A method and apparatus for detecting semi-transparencies in video is disclosed.

Description

    FIELD OF INVENTION
  • This application is related to image processing.
  • BACKGROUND
  • Semi-transparent overlays are often inserted into video content for a number of reasons such as to express content ownership or channel identification—usually by means of a station logo or in the form of an On Screen Display. The detection of such semi-transparencies is often essential.
  • For example, such overlays may cause problems during motion estimation, a necessary step for high-quality frame rate conversion. The existence of semi-transparencies can present a formidable challenge to many video processing algorithms, not the least of which is frame rate conversion. The semi-transparency problem becomes even more apparent when video is motion compensated because the semi-transparent region is often dragged along with the motion of the most dominant local content. Additionally, it is often difficult for a motion estimation algorithm to determine the location of the semi-transparency because on any given frame, the combination of semi-transparent content blended with the background could be essentially invisible (i.e., undetectable). As a consequence, the displaced semi-transparent content, often in the form of a station identification logo alpha blended with the background, is corrupted. This leads to a noticeable and egregious visual artifact in the processed image. Moreover, the viewer understands that the logo, however slight and subtle, should not move since any vertical or horizontal displacement of the logo is displeasing.

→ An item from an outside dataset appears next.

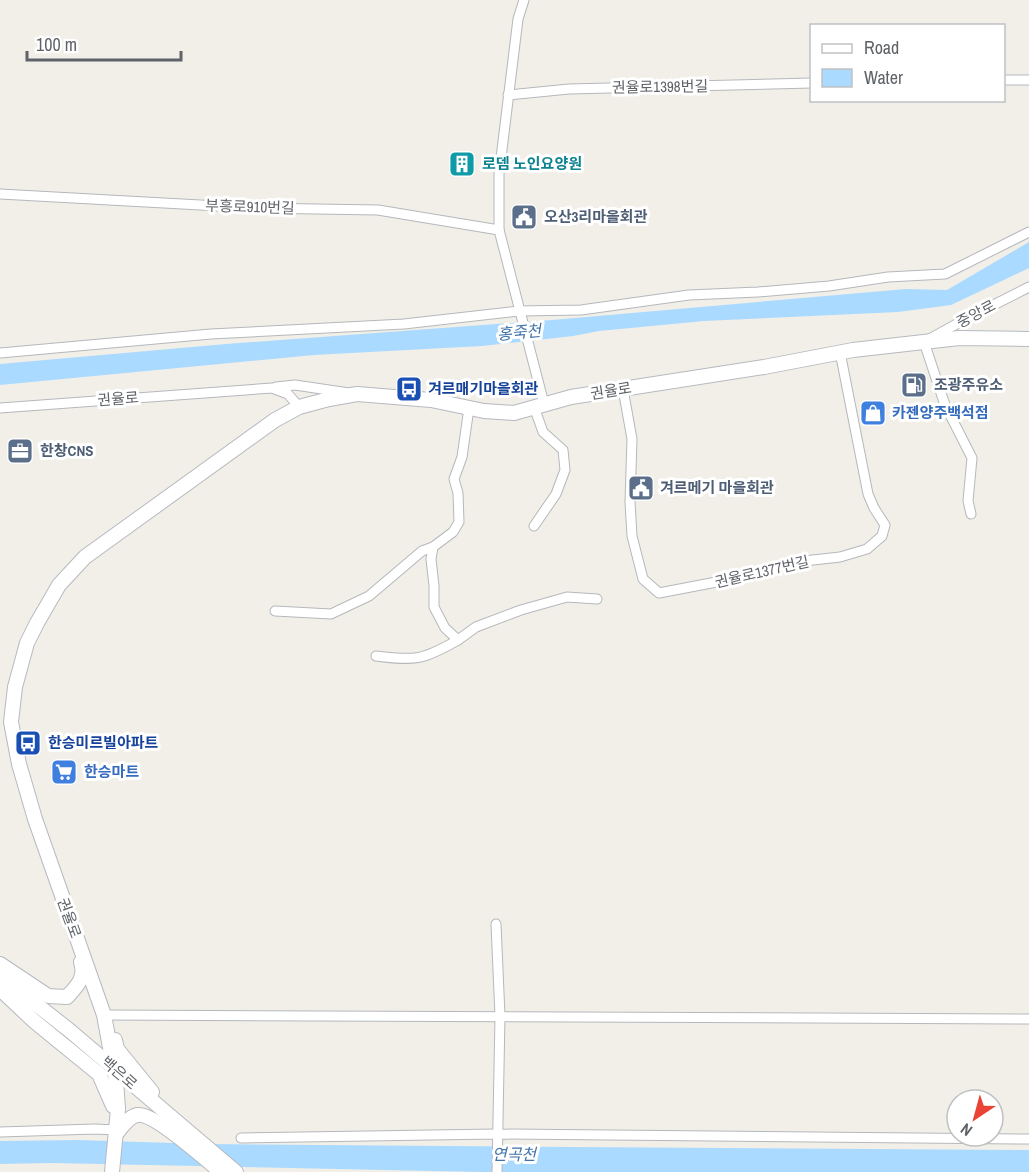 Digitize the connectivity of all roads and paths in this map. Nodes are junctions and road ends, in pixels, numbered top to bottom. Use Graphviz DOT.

  • The detection of semi-transparent logos may be used to help in detecting the presence of a commercial. Another application for the identification of semi-transparent logos, or logos in general, is the ability to find content that has been recorded and rebroadcast. For instance, video content providers on the internet, such as YouTube, allow users to post content in a free and open manner. It is very difficult to identify the content provider without requiring the party posting the new content to complete a submission form detailing the origins of the content (e.g., MSNBC, CBC, and so on). Moreover, it cannot always be assumed that such forms are accurate and valid. Should the video content provider be required to conduct an audit of the current content on its servers, it would be very difficult, if not impossible. However, if there was a mechanism in place that allowed for content to be identified via a logo (whether predefined or otherwise, semi-transparent or not), undertaking audits of content in a more automated and controlled fashion becomes manageable.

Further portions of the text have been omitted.